Establishing correlations in the en-mass migration of dermal fibroblasts on oriented fibrillar scaffolds.

UNLABELLED

Wound healing proceeds via fibroblast migration along three dimensional fibrillar substrates with multiple angles between fibers. We have developed a technique for preparation of three dimensional fibrillar scaffolds with where the fiber diameters and the angles between adjacent fiber layers could be precisely controlled. Using the agarose droplet method we were able to make accurate determinations of the dependence of the migration speed, focal adhesion distribution, and nuclear deformation on the fiber diameter, fiber spacing, and angle between adjacent fiber layers. We found that on oriented single fiber layers, whose diameters exceeded 1 μm, large focal adhesion complexes formed in a linear arrangement along the fiber axis and cell motion was highly correlated. On multi layered scaffolds most of the focal adhesion sites reformed at the junction points and the migration speed was determined by the angle between adjacent fiber layers, which followed a parabolic function with a minimum at 30°. On these surfaces we observed a 25% increase in the number of focal adhesion points and a similar decrease in the degree of nuclear deformation, both phenomena associated with decreased mobility.

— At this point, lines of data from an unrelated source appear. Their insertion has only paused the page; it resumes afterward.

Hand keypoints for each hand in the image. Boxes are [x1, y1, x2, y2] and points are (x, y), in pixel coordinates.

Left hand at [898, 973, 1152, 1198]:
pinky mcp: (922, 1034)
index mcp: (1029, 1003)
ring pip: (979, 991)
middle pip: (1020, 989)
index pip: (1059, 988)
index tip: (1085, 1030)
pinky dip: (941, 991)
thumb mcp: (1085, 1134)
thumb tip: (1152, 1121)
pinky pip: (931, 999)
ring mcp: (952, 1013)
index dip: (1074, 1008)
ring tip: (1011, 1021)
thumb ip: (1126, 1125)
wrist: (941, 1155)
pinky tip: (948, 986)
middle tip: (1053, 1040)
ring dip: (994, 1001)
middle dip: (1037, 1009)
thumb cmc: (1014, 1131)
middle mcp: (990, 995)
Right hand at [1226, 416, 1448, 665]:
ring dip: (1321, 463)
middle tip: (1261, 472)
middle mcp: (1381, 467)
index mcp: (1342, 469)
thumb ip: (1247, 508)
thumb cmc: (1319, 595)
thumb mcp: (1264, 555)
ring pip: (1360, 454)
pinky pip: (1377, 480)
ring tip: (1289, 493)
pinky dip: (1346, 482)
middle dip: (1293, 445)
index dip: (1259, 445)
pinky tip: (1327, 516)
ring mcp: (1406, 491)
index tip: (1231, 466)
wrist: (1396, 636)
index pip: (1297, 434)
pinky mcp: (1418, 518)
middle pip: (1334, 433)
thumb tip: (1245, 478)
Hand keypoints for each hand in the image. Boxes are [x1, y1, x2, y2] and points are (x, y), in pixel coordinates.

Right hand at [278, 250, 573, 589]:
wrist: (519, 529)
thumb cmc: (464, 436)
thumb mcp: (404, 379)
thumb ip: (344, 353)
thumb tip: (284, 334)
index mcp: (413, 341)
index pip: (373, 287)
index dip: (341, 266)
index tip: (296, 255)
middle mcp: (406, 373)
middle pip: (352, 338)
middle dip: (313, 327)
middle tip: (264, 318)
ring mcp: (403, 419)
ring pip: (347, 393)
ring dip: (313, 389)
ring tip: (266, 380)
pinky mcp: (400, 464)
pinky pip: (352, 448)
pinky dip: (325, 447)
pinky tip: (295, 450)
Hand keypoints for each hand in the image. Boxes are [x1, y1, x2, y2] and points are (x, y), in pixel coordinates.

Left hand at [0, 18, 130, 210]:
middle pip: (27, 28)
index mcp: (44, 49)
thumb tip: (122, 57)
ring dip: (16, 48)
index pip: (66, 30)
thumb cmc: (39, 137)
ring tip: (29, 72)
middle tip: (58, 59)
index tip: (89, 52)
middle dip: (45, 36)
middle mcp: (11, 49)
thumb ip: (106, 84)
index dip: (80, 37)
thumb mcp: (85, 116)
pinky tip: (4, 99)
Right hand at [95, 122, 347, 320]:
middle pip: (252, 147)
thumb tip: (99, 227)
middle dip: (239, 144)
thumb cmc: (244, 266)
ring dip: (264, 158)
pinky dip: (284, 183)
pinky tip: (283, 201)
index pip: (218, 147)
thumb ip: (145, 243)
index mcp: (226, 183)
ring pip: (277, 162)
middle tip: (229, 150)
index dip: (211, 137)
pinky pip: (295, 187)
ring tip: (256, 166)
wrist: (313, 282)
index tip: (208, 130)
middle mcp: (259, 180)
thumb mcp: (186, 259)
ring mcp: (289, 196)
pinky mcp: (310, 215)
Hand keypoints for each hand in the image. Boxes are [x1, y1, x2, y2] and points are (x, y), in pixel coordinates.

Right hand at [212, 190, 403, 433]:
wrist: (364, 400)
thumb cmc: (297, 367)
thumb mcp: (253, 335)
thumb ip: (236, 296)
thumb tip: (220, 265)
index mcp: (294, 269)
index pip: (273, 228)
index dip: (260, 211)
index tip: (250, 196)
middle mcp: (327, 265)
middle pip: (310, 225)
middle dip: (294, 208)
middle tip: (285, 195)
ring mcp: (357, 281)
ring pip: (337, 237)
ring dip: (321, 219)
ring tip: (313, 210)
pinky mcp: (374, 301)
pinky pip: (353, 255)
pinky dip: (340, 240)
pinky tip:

These results underscore the importance of substrate morphology on the en-mass migration dynamics.

STATEMENT OF SIGNIFICANCE

En-mass fibroblast migration is an essential component of the wound healing process which can determine rate and scar formation. Yet, most publications on this topic have focused on single cell functions. Here we describe a new apparatus where we designed three dimensional fibrillar scaffolds with well controlled angles between junction points and highly oriented fiber geometries. We show that the motion of fibroblasts undergoing en-mass migration on these scaffolds can be controlled by the substrate topography. Significant differences in cell morphology and focal adhesions was found to exist between cells migrating on flat versus fibrillar scaffolds where the migration speed was found to be a function of the angle between fibers, the fiber diameter, and the distance between fibers.